Segundo ele, foi o que aconteceu no nascimento dos filhos, embora tenha se programado para tirar férias após o parto.

"O tempo junto nos primeiros dias do nascimento é fundamental, não só nesses, claro, mas em especial nos primeiros dias. São as primeiras descobertas, momento em que o pai se conecta com os filhos", diz.

Kohler perdeu a esposa em 2018 e, desde então, passou a criar sozinho os filhos, o que o fez mudar de profissão e criar um perfil no Instagram, o @papaiemdobro, para compartilhar sua rotina. Os filhos tinham um e três anos e, segundo ele, houve muito preconceito com sua condição.

"Foram muitas questões de aprendizado, primeiro um preconceito de que eu não conseguiria, como se eu não fosse conseguir cuidar dos dois sozinho, mas o cuidar é humano", diz.

A advogada Silvia Lira, sócia da área Trabalhista do escritório b/luz, afirma que a mudança trará um desafio financeiro para as empresas, especialmente a partir de 2029, quando a licença passará a ser de 20 dias e os 15 além dos cinco previstos hoje serão pagos por elas e, depois, ressarcidos pelo governo.

Segundo a especialista, a última etapa da ampliação pode ser adiada caso não sejam cumpridas as regras da Lei de Diretrizes Orçamentárias.

Durante o afastamento, o empregado terá direito à remuneração integral, fazendo com que a empresa siga como fonte pagadora.
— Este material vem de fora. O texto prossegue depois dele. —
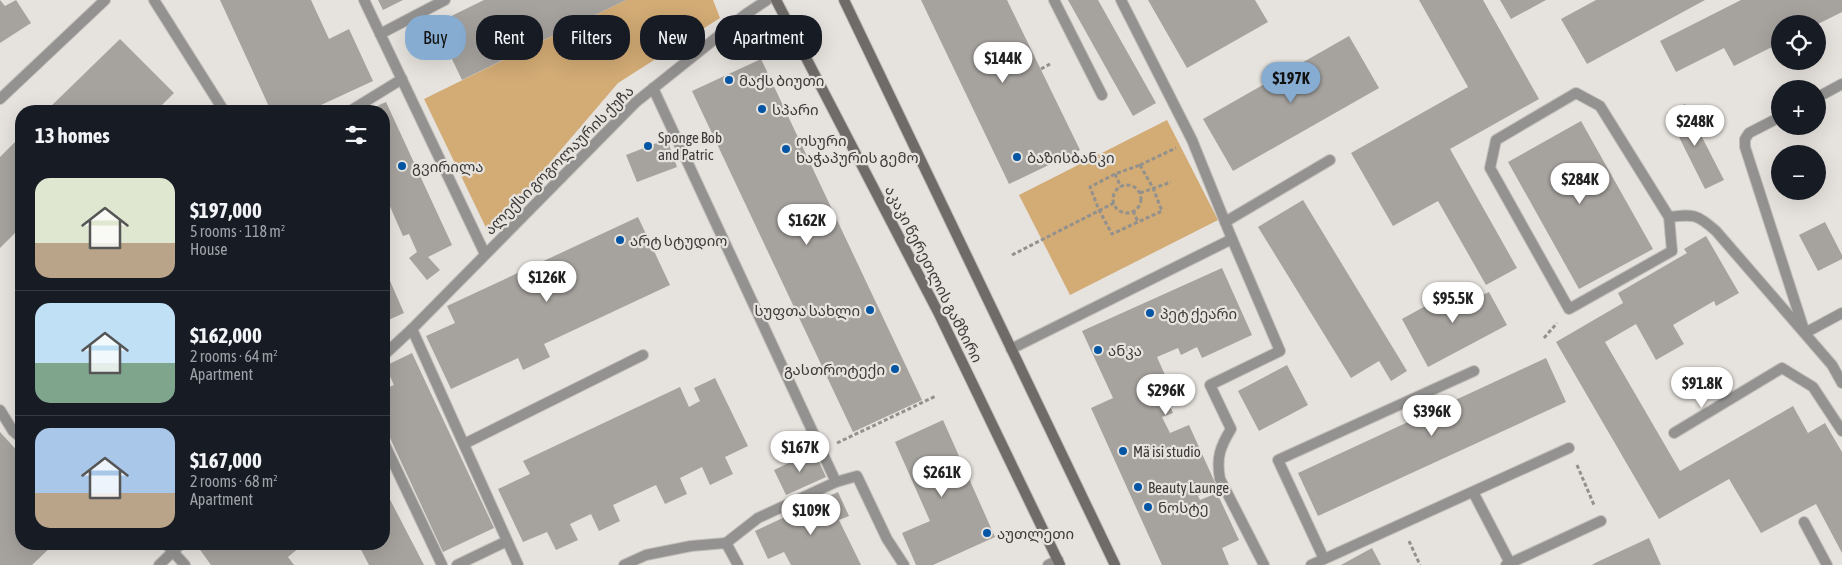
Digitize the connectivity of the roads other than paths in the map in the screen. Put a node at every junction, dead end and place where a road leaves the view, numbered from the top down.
1 (105, 0) edge
2 (154, 0) edge
3 (364, 0) edge
4 (445, 0) edge
5 (767, 0) edge
6 (776, 0) edge
7 (844, 0) edge
8 (1054, 0) edge
9 (1121, 0) edge
10 (380, 34) junction
11 (402, 79) junction
12 (1842, 84) edge
13 (653, 88) junction
14 (1826, 93) edge
15 (1102, 95) dead end
16 (0, 99) edge
17 (220, 105) edge
18 (360, 105) edge
19 (1771, 122) edge
20 (1330, 160) dead end
21 (1668, 217) junction
22 (1226, 222) junction
23 (1232, 239) junction
24 (485, 254) junction
25 (1842, 313) edge
26 (412, 330) junction
27 (1805, 333) junction
28 (390, 349) edge
29 (1011, 349) junction
30 (643, 355) dead end
31 (1474, 371) dead end
32 (1842, 383) edge
33 (0, 410) edge
34 (1842, 431) edge
35 (15, 433) edge
36 (1674, 434) dead end
37 (464, 444) junction
38 (1569, 448) road end
39 (390, 455) edge
40 (836, 482) junction
41 (1473, 492) junction
42 (1602, 521) road end
43 (1804, 522) dead end
44 (507, 541) junction
45 (726, 543) junction
46 (169, 550) edge
47 (172, 550) edge
48 (1324, 559) junction
49 (1059, 562) edge
50 (1508, 564) edge
51 (159, 565) edge
52 (185, 565) edge
53 (442, 565) edge
54 (456, 565) edge
55 (518, 565) edge
56 (624, 565) edge
57 (738, 565) edge
58 (904, 565) edge
59 (1048, 565) edge
60 (1115, 565) edge
61 (1264, 565) edge
62 (1311, 565) edge
63 (1827, 565) edge

1 - 16 street
2 - 17 street
3 - 10 street
4 - 10 street
5 - 13 street, ალექსი გოგოლაურის ქუჩა
6 - 49 main road, აკაკი წერეთლის გამზირი
7 - 29 main road
8 - 15 street
9 - 22 street
10 - 11 street
11 - 18 street
11 - 24 street
12 - 14 street
13 - 24 street, ალექსი გოგოლაურის ქუჩა
13 - 40 street
19 - 27 street
20 - 22 street
21 - 21 street
21 - 27 street
22 - 23 street
23 - 29 street
23 - 61 street
24 - 26 street, ალექსი გოგოლაურის ქუჩა
25 - 27 street
26 - 28 street, ალექსი გოგოლაურის ქუჩა
26 - 37 street
27 - 32 street
29 - 60 main road
30 - 37 street
31 - 48 street
33 - 35 street
34 - 36 street
37 - 44 street
38 - 41 street
39 - 53 street
40 - 45 street
40 - 58 street
41 - 48 street
41 - 50 street
42 - 50 street
43 - 63 street
44 - 54 street
44 - 55 street
45 - 56 street
45 - 57 street
46 - 51 street
47 - 52 street
48 - 62 street
49 - 59 street

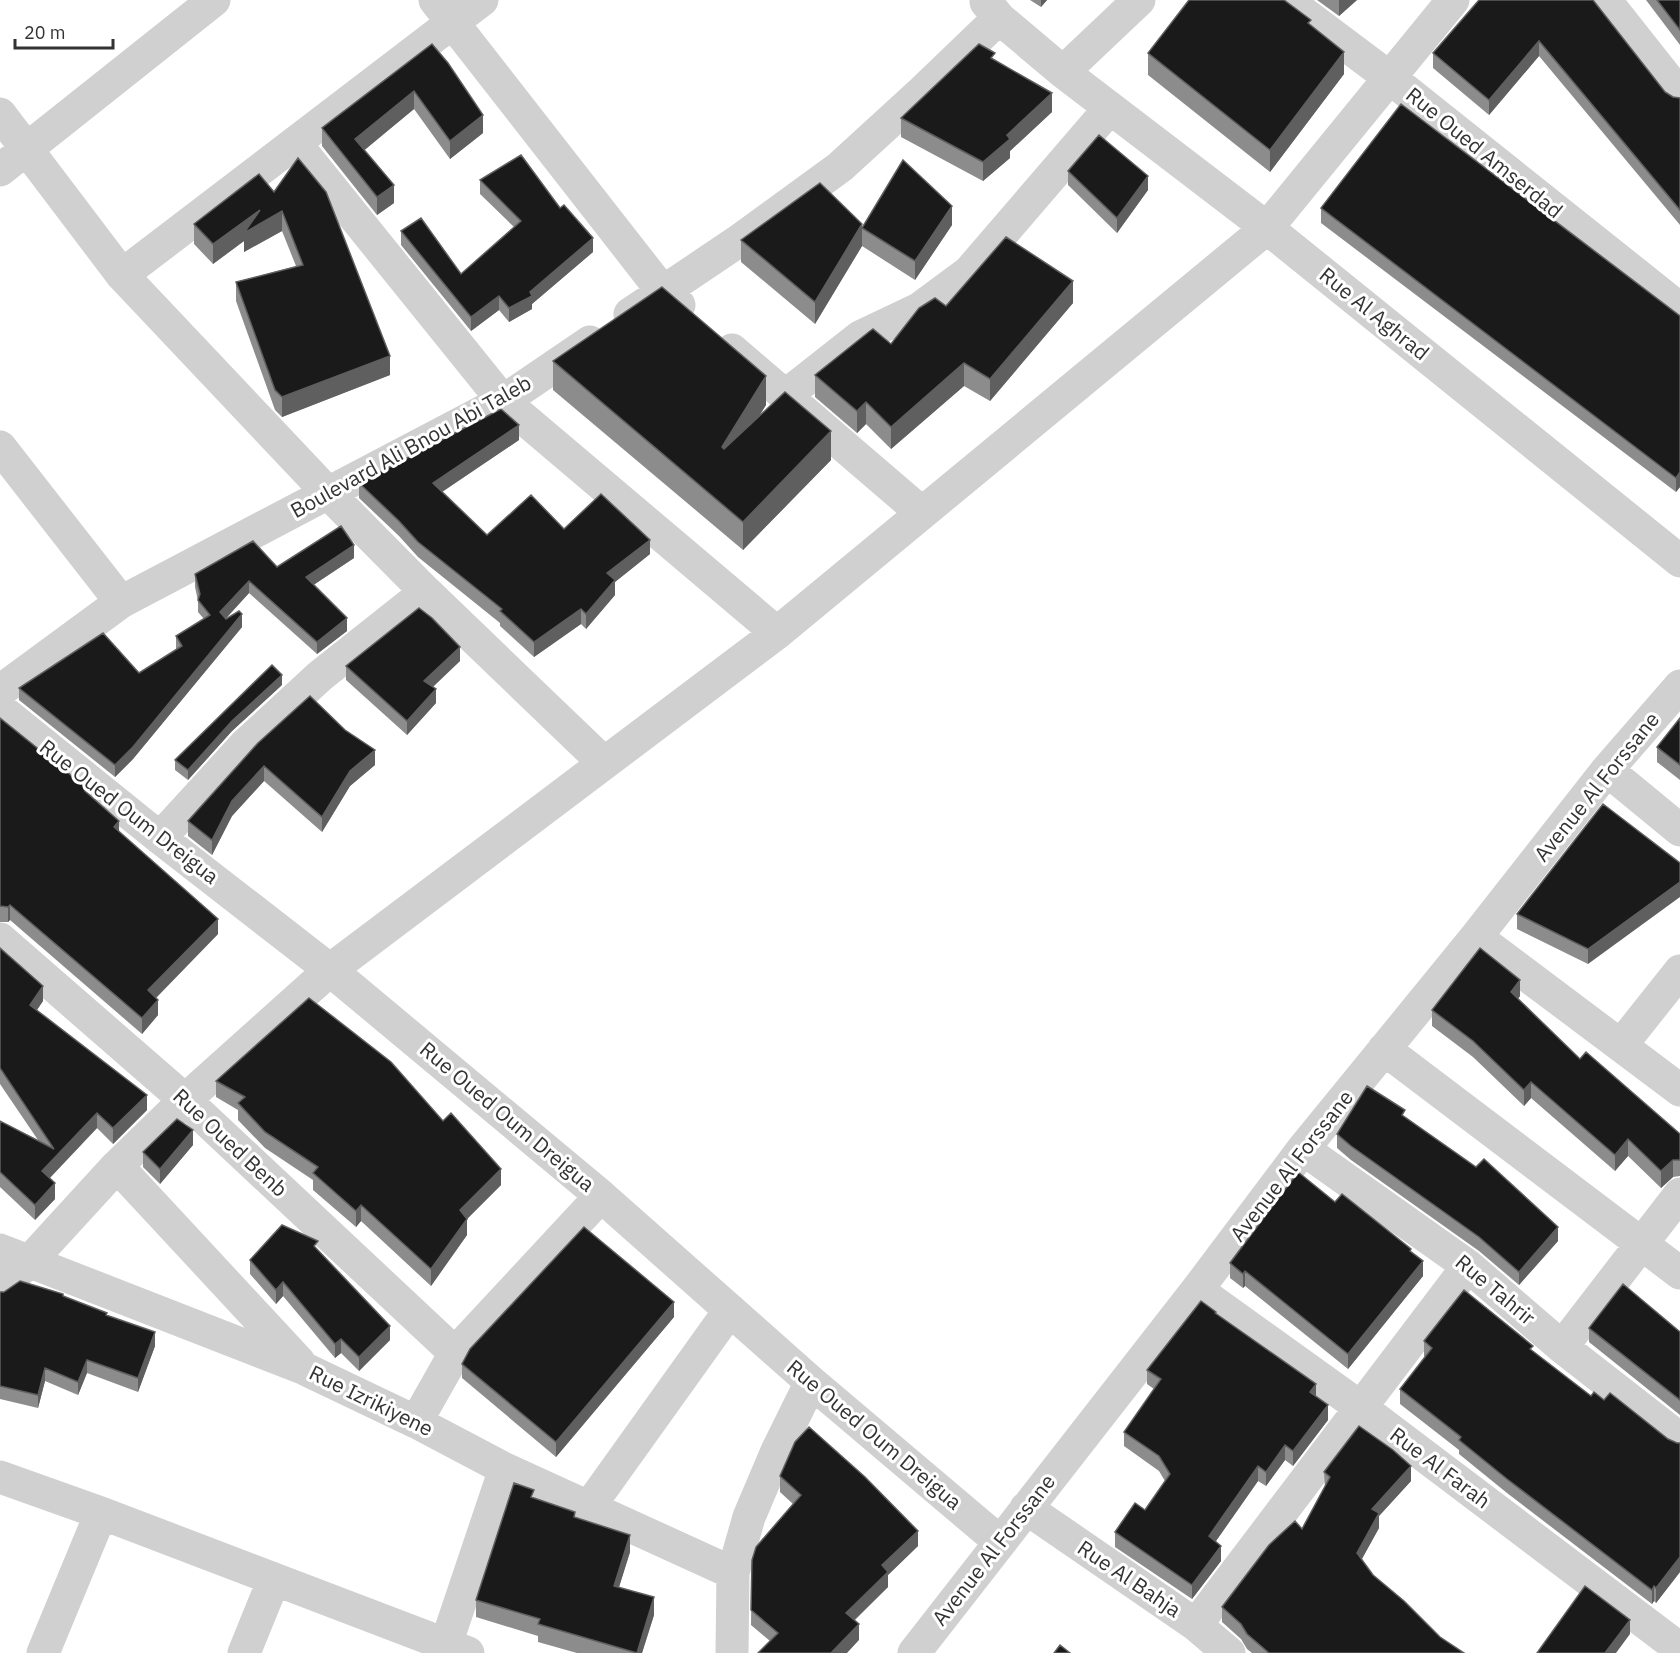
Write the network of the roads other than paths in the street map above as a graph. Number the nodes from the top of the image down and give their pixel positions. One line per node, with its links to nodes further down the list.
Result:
1 (214, 0): 15 (street)
2 (482, 0): 8 (street)
3 (1139, 0): 9 (street)
4 (1286, 0): 10 (street, Rue Oued Amserdad)
5 (1453, 0): 10 (street)
6 (1605, 0): 11 (street)
7 (992, 9): 9 (street, Rue Al Aghrad); 19 (street, Boulevard Ali Bnou Abi Taleb)
8 (444, 11): 14 (street); 19 (street)
9 (1063, 72): 12 (street, Rue Al Aghrad)
10 (1390, 78): 17 (street); 20 (street, Rue Oued Amserdad)
11 (1680, 95)
12 (1110, 108): 17 (street, Rue Al Aghrad); 21 (street)
13 (0, 114): 15 (street)
14 (295, 143): 18 (street); 22 (street)
15 (26, 150): 16 (street); 18 (street)
16 (0, 170)
17 (1268, 228): 25 (street); 26 (street, Rue Al Aghrad)
18 (123, 275): 24 (street)
19 (663, 292): 21 (street); 22 (street, Boulevard Ali Bnou Abi Taleb)
20 (1680, 309)
21 (785, 396): 25 (street)
22 (503, 401): 24 (street, Boulevard Ali Bnou Abi Taleb); 29 (street)
23 (0, 447): 28 (street)
24 (328, 493): 27 (street); 28 (street, Boulevard Ali Bnou Abi Taleb)
25 (922, 513): 29 (street)
26 (1675, 547)
27 (426, 592): 33 (street); 36 (street)
28 (121, 602): 31 (street, Boulevard Ali Bnou Abi Taleb)
29 (777, 633): 33 (street)
30 (1680, 686): 34 (street, Avenue Al Forssane)
31 (0, 691)
32 (0, 709): 36 (street, Rue Oued Oum Dreigua)
33 (604, 762): 39 (street)
34 (1607, 770): 35 (street); 37 (street, Avenue Al Forssane)
35 (1680, 830)
36 (160, 838): 39 (street, Rue Oued Oum Dreigua)
37 (1476, 937): 41 (street); 42 (street, Avenue Al Forssane)
38 (0, 939): 44 (street, Rue Oued Benb)
39 (330, 970): 44 (street); 48 (street, Rue Oued Oum Dreigua)
40 (1680, 971): 41 (street)
41 (1622, 1044): 43 (street)
42 (1384, 1049): 45 (street, Avenue Al Forssane); 49 (street)
43 (1680, 1090)
44 (185, 1100): 46 (street); 58 (street, Rue Oued Benb)
45 (1303, 1149): 52 (street, Rue Tahrir); 55 (street, Avenue Al Forssane)
46 (117, 1166): 51 (street); 59 (street)
47 (1680, 1194): 49 (street)
48 (601, 1196): 56 (street, Rue Oued Oum Dreigua); 58 (street)
49 (1642, 1243): 53 (street); 57 (street)
50 (0, 1250): 51 (street, Rue Izrikiyene)
51 (30, 1260): 54 (street); 59 (street, Rue Izrikiyene)
52 (1467, 1266): 57 (street, Rue Tahrir); 61 (street)
53 (1680, 1273)
54 (0, 1287)
55 (1197, 1290): 61 (street, Rue Al Farah); 67 (street, Avenue Al Forssane)
56 (730, 1310): 60 (street, Rue Oued Oum Dreigua); 66 (street)
57 (1563, 1347): 63 (street, Rue Tahrir)
58 (455, 1353): 62 (street)
59 (305, 1368): 62 (street, Rue Izrikiyene)
60 (811, 1382): 69 (street, Rue Oued Oum Dreigua); 70 (street)
61 (1360, 1407): 72 (street); 73 (street, Rue Al Farah)
62 (416, 1422): 64 (street, Rue Izrikiyene)
63 (1680, 1439)
64 (505, 1469): 66 (street, Rue Izrikiyene); 74 (street)
65 (0, 1477): 68 (street)
66 (589, 1507): 70 (street, Rue Izrikiyene)
67 (1026, 1508): 69 (street, Avenue Al Forssane); 72 (street, Rue Al Bahja)
68 (101, 1513): 71 (street); 76 (street)
69 (1000, 1542): 75 (street, Avenue Al Forssane)
70 (733, 1573): 78 (street)
71 (274, 1579): 74 (street); 77 (street)
72 (1196, 1625): 79 (street, Rue Al Bahja)
73 (1678, 1648)
74 (453, 1650)
75 (921, 1651)
76 (43, 1653)
77 (244, 1653)
78 (732, 1653)
79 (1229, 1653)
"A forma de operacionalização desse reembolso ainda depende de regulamentação, mas deve seguir sistemática semelhante à já adotada para o salário-maternidade, mediante compensação com as contribuições previdenciárias devidas", afirma.

Ela diz que os custos para as empresas não envolvem somente a licença, que será ressarcida pela Previdência, mas também refletem no FGTS (Fundo de Garantia do Tempo de Serviço) e em outros gastos indiretos com a ausência do trabalhador.

No caso do profissional autônomo, que paga contribuições à Previdência, haverá o direito ao salário-paternidade, pago pelo INSS. Em nota, o Ministério da Previdência Social diz que "está em andamento o processo de regulamentação da lei, que definirá os procedimentos para a concessão do salário-paternidade".

Segundo o órgão, a previsão é que os sistemas estejam adequados e em funcionamento a partir de janeiro de 2027. Os pedidos serão pelo aplicativo ou site Meu INSS, ou pelo telefone, na central 135.

Sobre os custos, Darwin, da consultoria Juntxs, afirma que a tendência é que, no médio e longo prazos, a empresa tenha até economia, com retenção de talentos e engajamento da equipe.

"Quando uma organização cria condições para que um pai participe dos primeiros dias de vida de seu filho, ela comunica que cuidar também faz parte da experiência profissional", afirma ele.

A ampliação da licença-paternidade também é uma tendência entre empresas de outros países. A edição de 2026 da pesquisa de benefícios para a funcionários feita pela SHRM Executive Network, a maior associação profissional de recursos humanos do mundo, mostra alta de 31% para 34% na licença remunerada para pais nos Estados Unidos.

Houve ainda aumento de 39% para 46% na licença parental, paga tanto para pais quanto para mães, e alta de 36% para 40% no mesmo benefício, mas sem ser remunerado. O estudo avaliou 230 benefícios oferecidos pelas empresas dos EUA.